Dan Stringer

navigating the convergence of faith, culture and the common good

What you can’t blog about

November 6, 2011

We 21st century Westerners seem increasingly comfortable sharing our baggage online. If you experience poor customer service or an expensive car repair, it’s fair game for a tweet or status update. In my case, I had a son who got cancer and died, so I blogged about it. No one told me to stop or change the subject. Most people, Christians or otherwise, can generally tolerate blog posts about how much you miss your deceased child.

What is simply intolerable is sharing how you were mistreated in church. First of all, there’s just no way to get away with it. The internet is far too public a forum for such deeply personal wounds. Plus, everyone will know who you’re talking about—or at least they will think they do. Ironically, the sweet and thoughtful people will heap guilt upon themselves. “Oh no, was that me?” But the real culprits will have no clue. So it’s not actually worth it. That’s why we don’t blog about church stuff.

Even in our increasingly permissive society, just about any topic is safer than a first-person account of church-inflicted wounds, including the standard taboos: politics, race, theology, sexuality, hell. To air one’s dirty laundry about church issues is to commit the eighth deadly sin. After all, it’s bad for business and probably won’t fix anything. So we passively bottle it and lug it around for years until the festering stench starts to scare people away. Keenly attuned to others’ possible agendas but not our own, we become self-appointed victims of spiritual abuse the world will never understand. Hrumph.
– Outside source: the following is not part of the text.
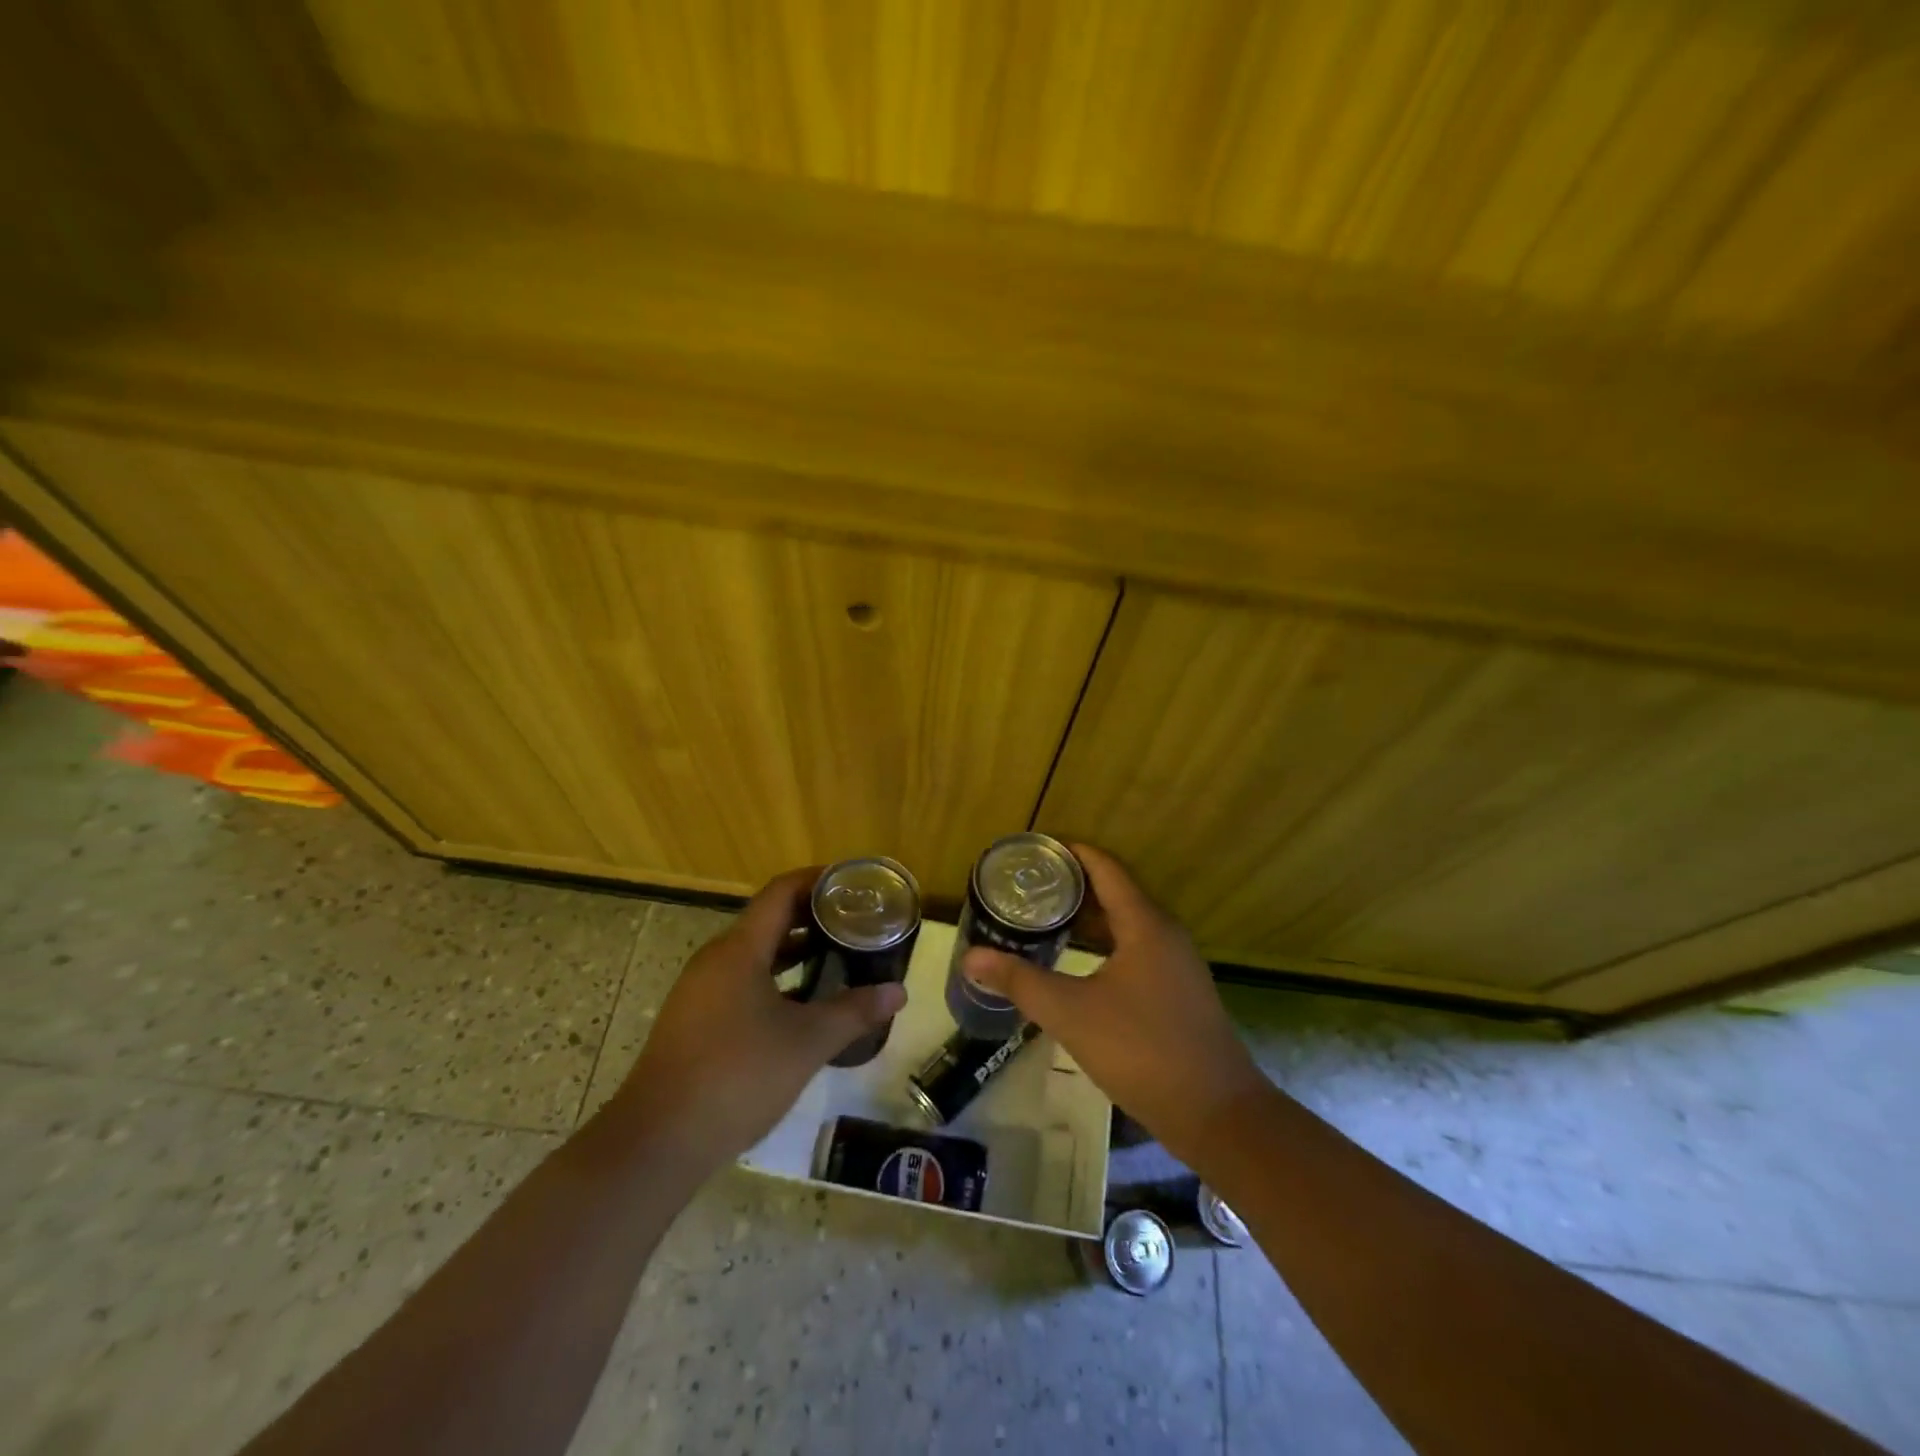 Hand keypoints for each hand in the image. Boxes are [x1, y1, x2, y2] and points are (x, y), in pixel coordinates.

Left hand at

Yes, yes, I know. Matthew 18 tells us to share our grievances with the offending person and seek reconciliation on an individual level before taking it to others. Fair enough. There’s clearly a place for mustering up the guts to tell someone they ticked you off. The few times I’ve actually done it, I can report that it generally prevents a lot of bitterness and future headache. Any therapist will vouch for the basic principles of assertive conflict resolution, including an even-keeled use of diplomatic statements like, “My feelings were hurt when you dismembered my teddy bear’s arms.”

But what if there was no single person who actually offended you directly? What if you find yourself in an atmosphere where territorialism and suspicion lurk just beneath a waxy glaze of smiles and pseudo-inclusive lip service? What if you’ve tried your best to play by the rules and voice your viewpoints through the proper channels, but you still know you’re not welcome to be your true self? What if your expectations are likely too high and you simply need to accept certain realities about churches being smelly hospitals for sinners and clowns?

That’s why you don’t blog about church stuff.